(Stored items)
+ + + + +

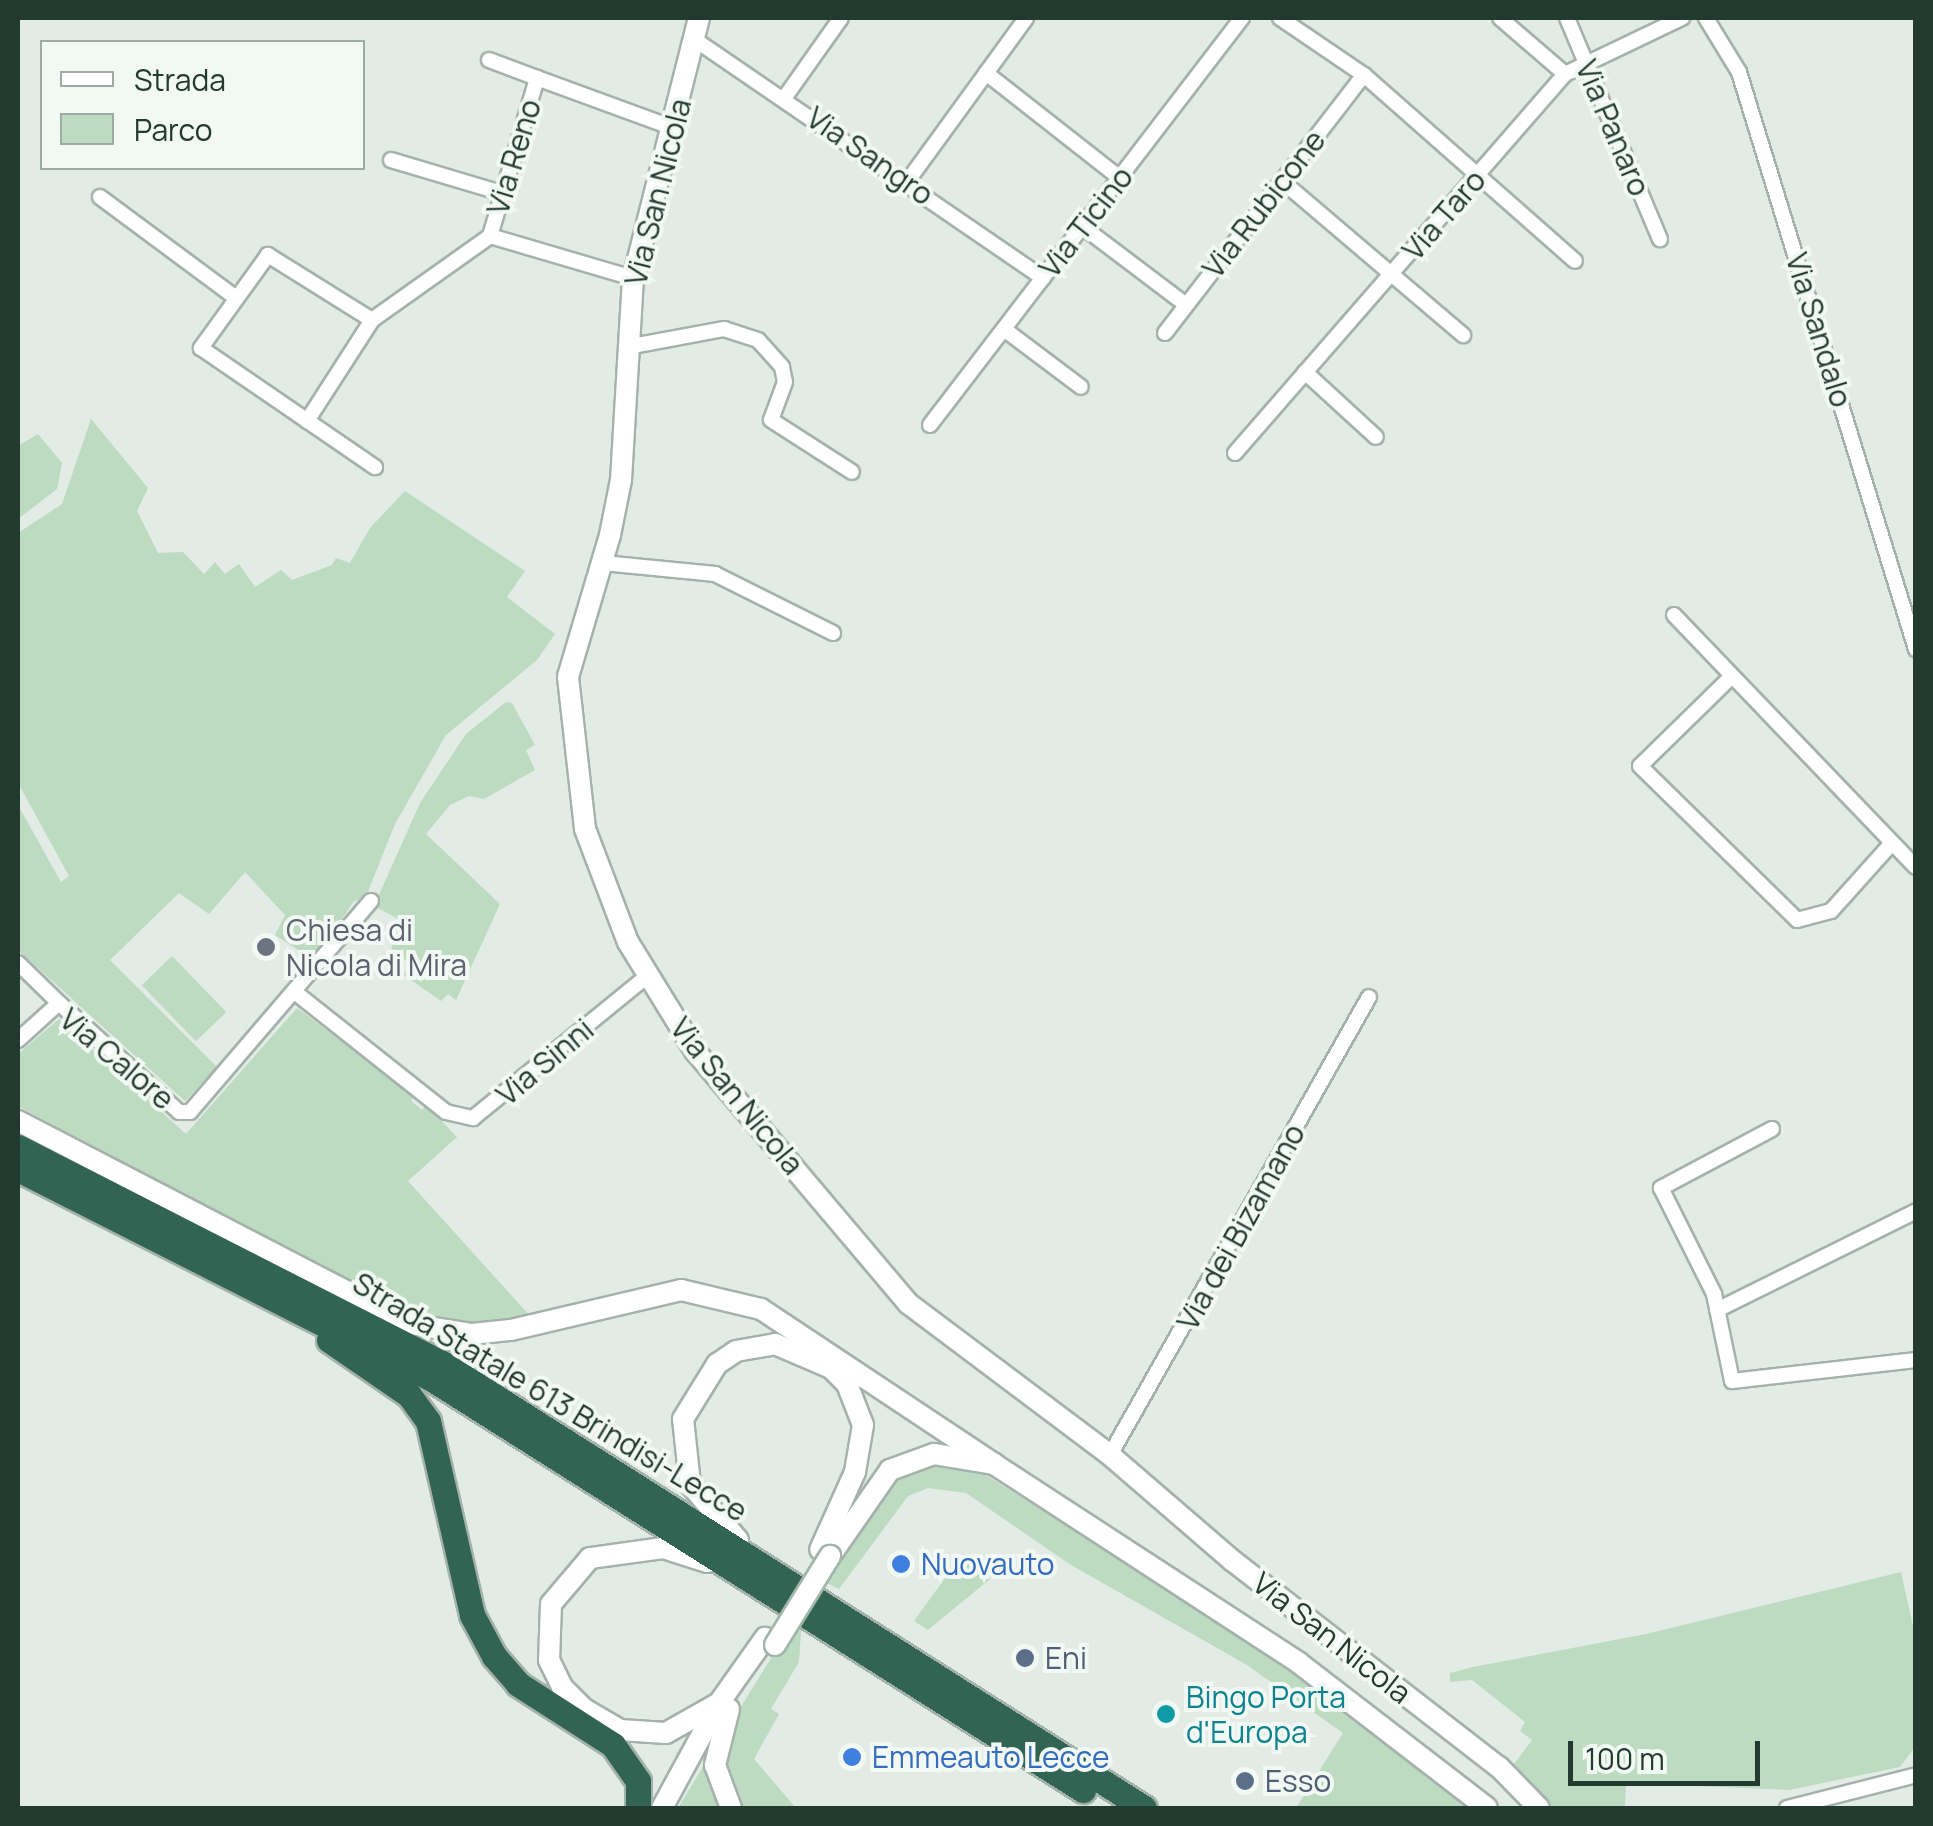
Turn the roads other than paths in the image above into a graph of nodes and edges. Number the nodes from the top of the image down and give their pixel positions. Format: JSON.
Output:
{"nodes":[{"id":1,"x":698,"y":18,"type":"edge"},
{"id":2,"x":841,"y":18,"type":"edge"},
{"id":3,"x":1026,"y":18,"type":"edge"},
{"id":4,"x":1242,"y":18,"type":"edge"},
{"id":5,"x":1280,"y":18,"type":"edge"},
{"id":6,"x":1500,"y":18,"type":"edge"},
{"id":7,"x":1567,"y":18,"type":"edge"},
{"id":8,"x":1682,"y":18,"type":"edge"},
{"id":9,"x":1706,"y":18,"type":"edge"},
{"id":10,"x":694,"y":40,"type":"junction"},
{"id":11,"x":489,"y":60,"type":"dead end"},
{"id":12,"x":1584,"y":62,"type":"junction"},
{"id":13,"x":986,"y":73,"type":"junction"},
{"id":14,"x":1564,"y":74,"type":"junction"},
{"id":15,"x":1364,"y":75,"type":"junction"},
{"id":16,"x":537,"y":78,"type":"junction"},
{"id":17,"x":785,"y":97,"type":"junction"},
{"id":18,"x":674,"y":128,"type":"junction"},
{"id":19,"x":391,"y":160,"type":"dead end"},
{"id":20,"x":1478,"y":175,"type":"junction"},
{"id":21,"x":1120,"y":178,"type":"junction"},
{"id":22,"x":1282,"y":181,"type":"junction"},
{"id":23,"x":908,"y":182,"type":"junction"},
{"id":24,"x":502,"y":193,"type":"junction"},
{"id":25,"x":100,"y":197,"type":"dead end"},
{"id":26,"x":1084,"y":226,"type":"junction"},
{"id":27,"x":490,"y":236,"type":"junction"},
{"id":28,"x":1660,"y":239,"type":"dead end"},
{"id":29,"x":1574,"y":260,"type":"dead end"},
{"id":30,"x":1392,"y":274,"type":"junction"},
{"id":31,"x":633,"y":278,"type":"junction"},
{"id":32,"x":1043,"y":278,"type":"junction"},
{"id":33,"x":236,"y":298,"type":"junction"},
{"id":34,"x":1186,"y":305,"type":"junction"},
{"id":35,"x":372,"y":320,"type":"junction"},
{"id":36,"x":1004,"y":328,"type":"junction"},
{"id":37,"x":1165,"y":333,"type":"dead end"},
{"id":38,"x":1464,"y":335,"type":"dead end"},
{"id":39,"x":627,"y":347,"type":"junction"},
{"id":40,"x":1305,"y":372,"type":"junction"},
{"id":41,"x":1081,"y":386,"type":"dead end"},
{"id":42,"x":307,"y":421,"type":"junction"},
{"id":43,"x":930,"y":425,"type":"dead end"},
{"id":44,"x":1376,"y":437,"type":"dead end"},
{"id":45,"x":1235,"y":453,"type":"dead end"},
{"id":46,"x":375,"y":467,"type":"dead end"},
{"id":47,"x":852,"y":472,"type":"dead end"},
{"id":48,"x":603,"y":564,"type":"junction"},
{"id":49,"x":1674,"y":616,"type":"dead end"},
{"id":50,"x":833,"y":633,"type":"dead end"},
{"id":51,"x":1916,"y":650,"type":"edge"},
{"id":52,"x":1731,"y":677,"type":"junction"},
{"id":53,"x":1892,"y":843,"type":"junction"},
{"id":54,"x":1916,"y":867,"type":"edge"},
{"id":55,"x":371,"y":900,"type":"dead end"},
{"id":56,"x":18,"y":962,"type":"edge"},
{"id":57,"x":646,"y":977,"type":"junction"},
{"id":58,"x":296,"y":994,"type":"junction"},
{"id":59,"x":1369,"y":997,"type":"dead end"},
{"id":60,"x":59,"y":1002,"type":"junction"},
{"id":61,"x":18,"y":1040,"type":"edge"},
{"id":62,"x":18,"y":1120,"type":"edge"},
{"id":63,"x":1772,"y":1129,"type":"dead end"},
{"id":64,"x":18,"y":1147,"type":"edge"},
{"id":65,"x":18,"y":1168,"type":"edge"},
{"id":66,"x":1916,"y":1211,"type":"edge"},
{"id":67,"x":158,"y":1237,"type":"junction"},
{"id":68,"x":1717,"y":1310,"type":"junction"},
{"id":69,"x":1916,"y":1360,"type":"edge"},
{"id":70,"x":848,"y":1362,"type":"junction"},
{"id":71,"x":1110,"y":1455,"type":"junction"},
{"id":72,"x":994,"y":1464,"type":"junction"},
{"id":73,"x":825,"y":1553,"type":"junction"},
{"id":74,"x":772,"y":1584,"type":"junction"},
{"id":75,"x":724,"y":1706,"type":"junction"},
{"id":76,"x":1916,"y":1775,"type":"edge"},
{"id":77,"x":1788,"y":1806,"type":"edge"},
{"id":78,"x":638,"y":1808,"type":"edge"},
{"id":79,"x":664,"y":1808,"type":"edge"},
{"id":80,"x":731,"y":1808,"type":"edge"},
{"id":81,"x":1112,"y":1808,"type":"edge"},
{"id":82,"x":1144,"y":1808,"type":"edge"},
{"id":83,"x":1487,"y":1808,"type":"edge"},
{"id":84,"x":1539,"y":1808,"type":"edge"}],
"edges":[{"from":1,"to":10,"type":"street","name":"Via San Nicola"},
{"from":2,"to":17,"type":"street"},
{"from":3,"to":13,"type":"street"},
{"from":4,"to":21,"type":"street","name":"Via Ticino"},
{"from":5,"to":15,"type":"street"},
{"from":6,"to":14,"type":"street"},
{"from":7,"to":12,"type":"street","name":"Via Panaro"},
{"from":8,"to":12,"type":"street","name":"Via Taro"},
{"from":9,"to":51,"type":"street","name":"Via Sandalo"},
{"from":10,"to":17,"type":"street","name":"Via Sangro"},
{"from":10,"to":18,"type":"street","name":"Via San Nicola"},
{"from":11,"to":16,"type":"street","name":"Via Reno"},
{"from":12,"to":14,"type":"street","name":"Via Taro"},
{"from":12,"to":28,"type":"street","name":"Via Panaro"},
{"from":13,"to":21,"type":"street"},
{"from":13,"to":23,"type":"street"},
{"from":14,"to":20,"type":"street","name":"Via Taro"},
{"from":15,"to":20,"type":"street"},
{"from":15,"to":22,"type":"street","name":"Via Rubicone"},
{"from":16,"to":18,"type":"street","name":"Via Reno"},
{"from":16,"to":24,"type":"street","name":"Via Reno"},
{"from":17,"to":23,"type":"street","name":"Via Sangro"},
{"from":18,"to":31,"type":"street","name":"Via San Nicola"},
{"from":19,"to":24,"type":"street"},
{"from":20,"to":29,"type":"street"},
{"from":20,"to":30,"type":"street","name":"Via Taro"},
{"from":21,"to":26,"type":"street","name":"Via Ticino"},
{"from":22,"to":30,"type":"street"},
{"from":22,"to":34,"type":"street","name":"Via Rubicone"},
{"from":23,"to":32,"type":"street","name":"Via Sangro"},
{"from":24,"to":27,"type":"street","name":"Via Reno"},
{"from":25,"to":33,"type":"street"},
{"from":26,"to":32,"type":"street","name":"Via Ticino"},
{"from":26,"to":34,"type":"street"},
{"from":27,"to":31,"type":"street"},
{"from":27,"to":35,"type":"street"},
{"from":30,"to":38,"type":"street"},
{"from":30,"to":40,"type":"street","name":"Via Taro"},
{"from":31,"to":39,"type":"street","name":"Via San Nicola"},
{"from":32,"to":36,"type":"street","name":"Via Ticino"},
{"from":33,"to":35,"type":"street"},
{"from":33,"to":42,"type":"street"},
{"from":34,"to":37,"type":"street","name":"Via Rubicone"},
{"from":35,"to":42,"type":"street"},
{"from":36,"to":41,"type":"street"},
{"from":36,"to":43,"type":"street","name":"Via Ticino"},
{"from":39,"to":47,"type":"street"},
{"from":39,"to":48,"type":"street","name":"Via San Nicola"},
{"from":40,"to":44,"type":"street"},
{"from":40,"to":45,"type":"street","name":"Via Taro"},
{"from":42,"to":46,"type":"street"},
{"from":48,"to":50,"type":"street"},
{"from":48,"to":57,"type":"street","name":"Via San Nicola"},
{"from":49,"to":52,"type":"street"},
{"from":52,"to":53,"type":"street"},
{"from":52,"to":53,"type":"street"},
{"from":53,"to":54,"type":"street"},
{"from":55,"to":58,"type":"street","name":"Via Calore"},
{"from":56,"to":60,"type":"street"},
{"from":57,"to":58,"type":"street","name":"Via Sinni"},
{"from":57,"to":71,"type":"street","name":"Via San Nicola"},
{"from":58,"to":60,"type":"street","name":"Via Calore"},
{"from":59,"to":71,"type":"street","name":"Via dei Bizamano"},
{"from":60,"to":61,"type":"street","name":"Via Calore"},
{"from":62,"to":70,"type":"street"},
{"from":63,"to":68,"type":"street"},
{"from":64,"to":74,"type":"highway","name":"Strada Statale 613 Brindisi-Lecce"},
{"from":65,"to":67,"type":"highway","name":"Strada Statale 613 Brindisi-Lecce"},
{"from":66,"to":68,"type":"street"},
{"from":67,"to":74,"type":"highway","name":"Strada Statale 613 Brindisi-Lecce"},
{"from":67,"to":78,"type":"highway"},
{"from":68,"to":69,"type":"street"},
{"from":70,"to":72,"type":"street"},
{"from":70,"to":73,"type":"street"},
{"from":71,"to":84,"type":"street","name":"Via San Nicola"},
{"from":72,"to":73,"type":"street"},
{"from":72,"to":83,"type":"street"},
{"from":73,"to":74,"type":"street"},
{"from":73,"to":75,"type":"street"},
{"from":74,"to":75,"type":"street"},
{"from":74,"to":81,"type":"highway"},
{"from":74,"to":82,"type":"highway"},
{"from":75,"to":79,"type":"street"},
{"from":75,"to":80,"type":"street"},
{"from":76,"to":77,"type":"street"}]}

+ + + + +

» Aim of the exercise: Which lines in the records above include the word "edges"? Copy them out.

» Reply:
Turn the roads other than paths in the image above into a graph of nodes and edges. Number the nodes from the top of the image down and give their pixel positions. Format: JSON.
"edges":[{"from":1,"to":10,"type":"street","name":"Via San Nicola"},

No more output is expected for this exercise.